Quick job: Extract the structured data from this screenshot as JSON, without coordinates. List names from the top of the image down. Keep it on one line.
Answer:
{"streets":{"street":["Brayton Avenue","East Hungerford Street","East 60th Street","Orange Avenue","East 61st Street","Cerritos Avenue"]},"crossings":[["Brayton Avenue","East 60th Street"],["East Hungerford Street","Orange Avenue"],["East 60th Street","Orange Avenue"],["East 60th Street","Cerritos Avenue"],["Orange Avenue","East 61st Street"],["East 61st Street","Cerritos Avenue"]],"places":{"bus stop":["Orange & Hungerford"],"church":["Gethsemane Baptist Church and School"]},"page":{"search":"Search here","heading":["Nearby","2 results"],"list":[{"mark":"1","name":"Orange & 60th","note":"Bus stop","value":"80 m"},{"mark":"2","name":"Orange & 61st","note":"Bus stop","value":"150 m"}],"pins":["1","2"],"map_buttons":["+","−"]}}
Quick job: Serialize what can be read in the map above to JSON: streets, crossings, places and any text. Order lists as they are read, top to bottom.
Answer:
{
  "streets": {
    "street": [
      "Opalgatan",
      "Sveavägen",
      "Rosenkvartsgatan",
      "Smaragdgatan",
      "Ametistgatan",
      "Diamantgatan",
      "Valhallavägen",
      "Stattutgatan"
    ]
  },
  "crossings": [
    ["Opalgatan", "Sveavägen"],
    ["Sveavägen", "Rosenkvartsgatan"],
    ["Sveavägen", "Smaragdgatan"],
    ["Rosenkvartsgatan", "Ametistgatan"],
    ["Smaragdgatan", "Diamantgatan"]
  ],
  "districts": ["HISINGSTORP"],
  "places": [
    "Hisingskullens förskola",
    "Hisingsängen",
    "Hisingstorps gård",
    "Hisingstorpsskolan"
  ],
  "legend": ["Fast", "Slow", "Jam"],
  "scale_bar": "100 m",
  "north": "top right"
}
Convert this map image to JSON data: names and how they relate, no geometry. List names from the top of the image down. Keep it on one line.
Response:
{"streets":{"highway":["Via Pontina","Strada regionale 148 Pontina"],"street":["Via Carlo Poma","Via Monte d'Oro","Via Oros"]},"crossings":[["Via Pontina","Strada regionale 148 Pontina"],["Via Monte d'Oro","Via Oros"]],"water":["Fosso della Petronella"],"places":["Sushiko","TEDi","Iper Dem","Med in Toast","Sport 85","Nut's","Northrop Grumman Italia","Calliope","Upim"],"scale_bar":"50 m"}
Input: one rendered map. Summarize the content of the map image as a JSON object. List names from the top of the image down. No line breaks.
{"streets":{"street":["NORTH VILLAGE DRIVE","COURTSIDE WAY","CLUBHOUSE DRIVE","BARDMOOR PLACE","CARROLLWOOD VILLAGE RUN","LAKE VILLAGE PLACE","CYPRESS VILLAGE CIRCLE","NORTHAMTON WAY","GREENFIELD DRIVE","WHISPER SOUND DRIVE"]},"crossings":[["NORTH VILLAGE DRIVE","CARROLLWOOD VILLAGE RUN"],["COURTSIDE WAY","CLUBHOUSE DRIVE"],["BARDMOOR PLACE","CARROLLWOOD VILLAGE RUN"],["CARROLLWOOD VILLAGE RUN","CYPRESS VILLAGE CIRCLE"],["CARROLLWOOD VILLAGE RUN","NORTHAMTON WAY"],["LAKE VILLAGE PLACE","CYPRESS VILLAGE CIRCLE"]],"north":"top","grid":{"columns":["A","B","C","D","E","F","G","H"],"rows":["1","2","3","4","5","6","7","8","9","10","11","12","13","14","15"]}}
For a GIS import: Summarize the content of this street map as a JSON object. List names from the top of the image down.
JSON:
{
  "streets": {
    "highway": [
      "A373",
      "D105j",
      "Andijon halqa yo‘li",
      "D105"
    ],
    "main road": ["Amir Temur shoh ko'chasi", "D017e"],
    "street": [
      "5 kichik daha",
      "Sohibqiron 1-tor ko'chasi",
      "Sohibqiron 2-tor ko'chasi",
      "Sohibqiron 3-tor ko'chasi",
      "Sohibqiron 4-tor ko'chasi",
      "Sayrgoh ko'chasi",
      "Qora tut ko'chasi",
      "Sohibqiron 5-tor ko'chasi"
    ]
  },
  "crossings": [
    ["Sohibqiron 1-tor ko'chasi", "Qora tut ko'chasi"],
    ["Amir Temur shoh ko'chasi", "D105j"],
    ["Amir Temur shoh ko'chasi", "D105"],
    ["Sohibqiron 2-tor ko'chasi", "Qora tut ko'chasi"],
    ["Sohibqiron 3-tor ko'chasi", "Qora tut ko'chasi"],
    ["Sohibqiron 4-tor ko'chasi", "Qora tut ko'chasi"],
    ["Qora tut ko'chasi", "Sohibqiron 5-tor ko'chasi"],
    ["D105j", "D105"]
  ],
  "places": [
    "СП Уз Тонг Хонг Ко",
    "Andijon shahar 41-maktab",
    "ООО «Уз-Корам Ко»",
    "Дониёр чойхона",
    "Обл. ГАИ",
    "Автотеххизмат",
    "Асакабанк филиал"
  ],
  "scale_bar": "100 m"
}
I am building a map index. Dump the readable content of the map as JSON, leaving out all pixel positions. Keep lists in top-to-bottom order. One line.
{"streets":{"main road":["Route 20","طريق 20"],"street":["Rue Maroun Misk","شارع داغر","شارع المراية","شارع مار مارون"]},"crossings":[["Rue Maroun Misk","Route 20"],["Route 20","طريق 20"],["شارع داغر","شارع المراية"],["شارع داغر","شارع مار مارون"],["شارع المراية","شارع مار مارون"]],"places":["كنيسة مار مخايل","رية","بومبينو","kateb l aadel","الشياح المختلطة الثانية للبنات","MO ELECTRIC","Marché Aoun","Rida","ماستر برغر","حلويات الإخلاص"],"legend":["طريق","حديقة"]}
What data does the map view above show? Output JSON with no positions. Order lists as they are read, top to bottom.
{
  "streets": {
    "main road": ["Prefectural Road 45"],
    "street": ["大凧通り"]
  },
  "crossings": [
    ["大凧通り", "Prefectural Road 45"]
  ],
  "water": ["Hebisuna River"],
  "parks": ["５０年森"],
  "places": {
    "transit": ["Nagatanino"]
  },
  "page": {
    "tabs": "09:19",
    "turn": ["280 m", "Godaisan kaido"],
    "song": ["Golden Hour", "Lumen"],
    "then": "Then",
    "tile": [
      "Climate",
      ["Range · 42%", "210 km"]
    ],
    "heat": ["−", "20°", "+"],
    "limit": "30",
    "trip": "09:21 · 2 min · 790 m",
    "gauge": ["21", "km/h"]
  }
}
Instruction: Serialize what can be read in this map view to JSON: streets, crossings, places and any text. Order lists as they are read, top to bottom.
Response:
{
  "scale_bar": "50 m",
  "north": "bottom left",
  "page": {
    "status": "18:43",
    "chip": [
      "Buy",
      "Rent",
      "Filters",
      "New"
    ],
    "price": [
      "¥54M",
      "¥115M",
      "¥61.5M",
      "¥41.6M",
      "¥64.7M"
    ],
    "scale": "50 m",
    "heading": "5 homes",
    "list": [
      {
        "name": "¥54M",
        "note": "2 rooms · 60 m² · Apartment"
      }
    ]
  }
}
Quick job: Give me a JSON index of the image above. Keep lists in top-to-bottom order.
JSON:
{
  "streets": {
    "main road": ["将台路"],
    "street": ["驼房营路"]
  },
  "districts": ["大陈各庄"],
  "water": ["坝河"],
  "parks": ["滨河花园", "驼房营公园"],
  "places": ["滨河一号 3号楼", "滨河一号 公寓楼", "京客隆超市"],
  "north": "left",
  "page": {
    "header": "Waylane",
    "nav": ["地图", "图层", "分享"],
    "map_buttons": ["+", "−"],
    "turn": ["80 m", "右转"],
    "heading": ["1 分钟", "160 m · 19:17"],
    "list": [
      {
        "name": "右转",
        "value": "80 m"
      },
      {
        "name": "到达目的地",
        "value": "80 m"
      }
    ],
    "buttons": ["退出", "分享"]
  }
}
====
» Activity: Copy every line from the records that holds the string "Quick".

» Task answer:
Quick job: Extract the structured data from this screenshot as JSON, without coordinates. List names from the top of the image down. Keep it on one line.
Quick job: Serialize what can be read in the map above to JSON: streets, crossings, places and any text. Order lists as they are read, top to bottom.
Quick job: Give me a JSON index of the image above. Keep lists in top-to-bottom order.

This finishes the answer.